“This is what we do, my mother’s life said. We find ourselves in the sacrifices we make.”
―Cammie McGovern, Neighborhood Watch
Our cat, Giese, mewed in a weird, “this is important” stuttering sort of way. Normally a quiet cat, I looked at her with concern until I followed her gaze. Up, up, to the window above our front door, I see a mother robin wiggling into her nest.
“So near and yet so far,” I said to Giese. Cats and prey are a common equation, and I feel somehow better that a pane of glass separates cat-intention from bird-death. And yet, Giese’s ongoing interest peaks mine.
I begin watching the robin. Her nest is within easy viewing from the top of our stairs. Ironically, as I watch her, she watches me.
At first mother robin fussed with the appropriateness of last year’s nest. I can relate! She didn’t need granite counter tops, but she did need twigs sturdy enough to support her forthcoming babies. I understand her desire to update, refresh, and make last year’s nest this year’s sanctuary. Women–human or not– just seem to know how to make a nest a home, and a home a nest.
After a while I find myself talking to her, woman to woman, mom to mom.
“How are the eggs today?” I say. “Are things good?”
No answer, but no fear either.
A comfortable companionship forms.
Until…
Two days ago a shift occurs.
The robin looks down not at me, but at her nest. She and the (I assume) father robin began flying off in turns, bringing back beaks full of worm.
“I bet the babies have hatched,” said my husband. “I’m tempted to get a ladder and look.” But he didn’t. He’s much too kind to disturb a new mother tending her children.
Today Giese, once again mesmerized, watched the robin soap opera. I grabbed my camera. Here is what I observed:
The mom and dad robin take turns bringing worms. The babies–two I believe–raise their heads and open hungry mouths when the squirmy “raw food” groceries arrive. Mom, or Dad, attempt to feed equally, but there seems to be one baby bird who is a smidge bigger and more aggressive. Gulp, gulp. Swallow, swallow. Little brother or sister is on his/her own.

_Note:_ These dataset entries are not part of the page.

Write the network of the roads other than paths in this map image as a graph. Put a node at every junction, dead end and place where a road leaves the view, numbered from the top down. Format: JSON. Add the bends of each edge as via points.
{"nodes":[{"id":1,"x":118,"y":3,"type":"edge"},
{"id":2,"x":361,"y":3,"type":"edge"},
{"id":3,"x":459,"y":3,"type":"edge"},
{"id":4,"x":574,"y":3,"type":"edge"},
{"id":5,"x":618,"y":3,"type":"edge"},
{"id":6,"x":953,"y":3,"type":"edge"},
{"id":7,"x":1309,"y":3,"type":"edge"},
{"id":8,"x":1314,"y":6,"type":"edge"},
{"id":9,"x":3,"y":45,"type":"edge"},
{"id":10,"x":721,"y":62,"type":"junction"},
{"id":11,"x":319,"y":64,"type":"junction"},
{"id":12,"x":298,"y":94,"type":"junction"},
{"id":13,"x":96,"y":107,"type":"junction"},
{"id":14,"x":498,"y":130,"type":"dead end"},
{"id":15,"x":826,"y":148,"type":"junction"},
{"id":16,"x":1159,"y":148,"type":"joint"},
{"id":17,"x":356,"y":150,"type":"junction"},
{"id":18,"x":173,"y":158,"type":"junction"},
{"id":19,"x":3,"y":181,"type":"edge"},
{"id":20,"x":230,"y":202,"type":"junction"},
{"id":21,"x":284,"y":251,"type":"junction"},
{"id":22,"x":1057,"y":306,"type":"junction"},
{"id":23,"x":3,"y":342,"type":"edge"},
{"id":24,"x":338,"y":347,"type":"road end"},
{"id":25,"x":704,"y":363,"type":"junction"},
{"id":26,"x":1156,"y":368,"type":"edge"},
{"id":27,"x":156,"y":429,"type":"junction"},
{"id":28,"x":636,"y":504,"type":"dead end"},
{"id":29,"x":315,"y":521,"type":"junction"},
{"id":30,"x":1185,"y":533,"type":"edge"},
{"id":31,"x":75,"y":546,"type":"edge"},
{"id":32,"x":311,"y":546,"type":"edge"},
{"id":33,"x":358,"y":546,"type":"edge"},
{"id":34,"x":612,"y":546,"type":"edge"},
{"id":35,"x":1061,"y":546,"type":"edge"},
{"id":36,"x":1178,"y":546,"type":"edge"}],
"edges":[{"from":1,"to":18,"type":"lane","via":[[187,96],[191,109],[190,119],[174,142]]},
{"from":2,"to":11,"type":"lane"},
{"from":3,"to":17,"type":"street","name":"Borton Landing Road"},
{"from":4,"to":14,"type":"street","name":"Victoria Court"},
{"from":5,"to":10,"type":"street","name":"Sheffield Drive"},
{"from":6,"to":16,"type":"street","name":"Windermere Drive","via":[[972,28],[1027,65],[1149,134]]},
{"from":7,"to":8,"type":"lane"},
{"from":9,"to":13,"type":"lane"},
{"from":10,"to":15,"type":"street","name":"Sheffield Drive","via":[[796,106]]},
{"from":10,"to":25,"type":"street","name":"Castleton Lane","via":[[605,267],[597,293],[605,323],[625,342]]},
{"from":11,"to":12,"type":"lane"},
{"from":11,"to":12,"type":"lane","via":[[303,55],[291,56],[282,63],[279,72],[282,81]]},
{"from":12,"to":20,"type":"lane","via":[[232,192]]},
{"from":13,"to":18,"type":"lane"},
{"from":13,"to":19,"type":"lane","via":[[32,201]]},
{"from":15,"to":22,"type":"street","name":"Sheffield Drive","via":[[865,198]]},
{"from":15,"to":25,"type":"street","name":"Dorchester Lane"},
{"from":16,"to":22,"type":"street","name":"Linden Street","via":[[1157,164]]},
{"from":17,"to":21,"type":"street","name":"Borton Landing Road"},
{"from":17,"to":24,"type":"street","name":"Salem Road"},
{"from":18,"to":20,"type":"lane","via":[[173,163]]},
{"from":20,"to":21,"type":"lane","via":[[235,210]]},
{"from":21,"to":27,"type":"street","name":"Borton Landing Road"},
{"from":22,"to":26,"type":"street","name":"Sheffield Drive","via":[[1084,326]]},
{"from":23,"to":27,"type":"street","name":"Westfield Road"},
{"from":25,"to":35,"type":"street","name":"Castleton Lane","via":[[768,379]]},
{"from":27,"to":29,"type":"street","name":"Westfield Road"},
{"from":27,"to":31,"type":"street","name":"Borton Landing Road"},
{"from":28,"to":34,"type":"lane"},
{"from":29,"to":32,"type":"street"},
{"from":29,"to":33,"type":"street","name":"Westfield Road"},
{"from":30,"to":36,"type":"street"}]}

After the feeding, one of the parents sits upon the babies. I assume this is to keep the not-yet-feathered children from getting too cold. Or, “I’m the parent so don’t mess with me,” obedience training. Hard to tell.
Soon another meal of worm arrives. And so it goes. Hour after hour.
Two robins, who weeks earlier spent time wooing each other, are now dedicated to raising their children. So little time for sex, so much time for responsibilities. Human or bird…life’s circle. Mom’s give and give and give. At least the good ones do. There is a selflessness that washes against us like a tidal wave. What we want is to raise our babies to be healthy, happy, contributors.
Mother’s Day is a nice tribute, but we sorta-kinda shrug it off as embarrassing. We’re just doing what all moms do…everything we can.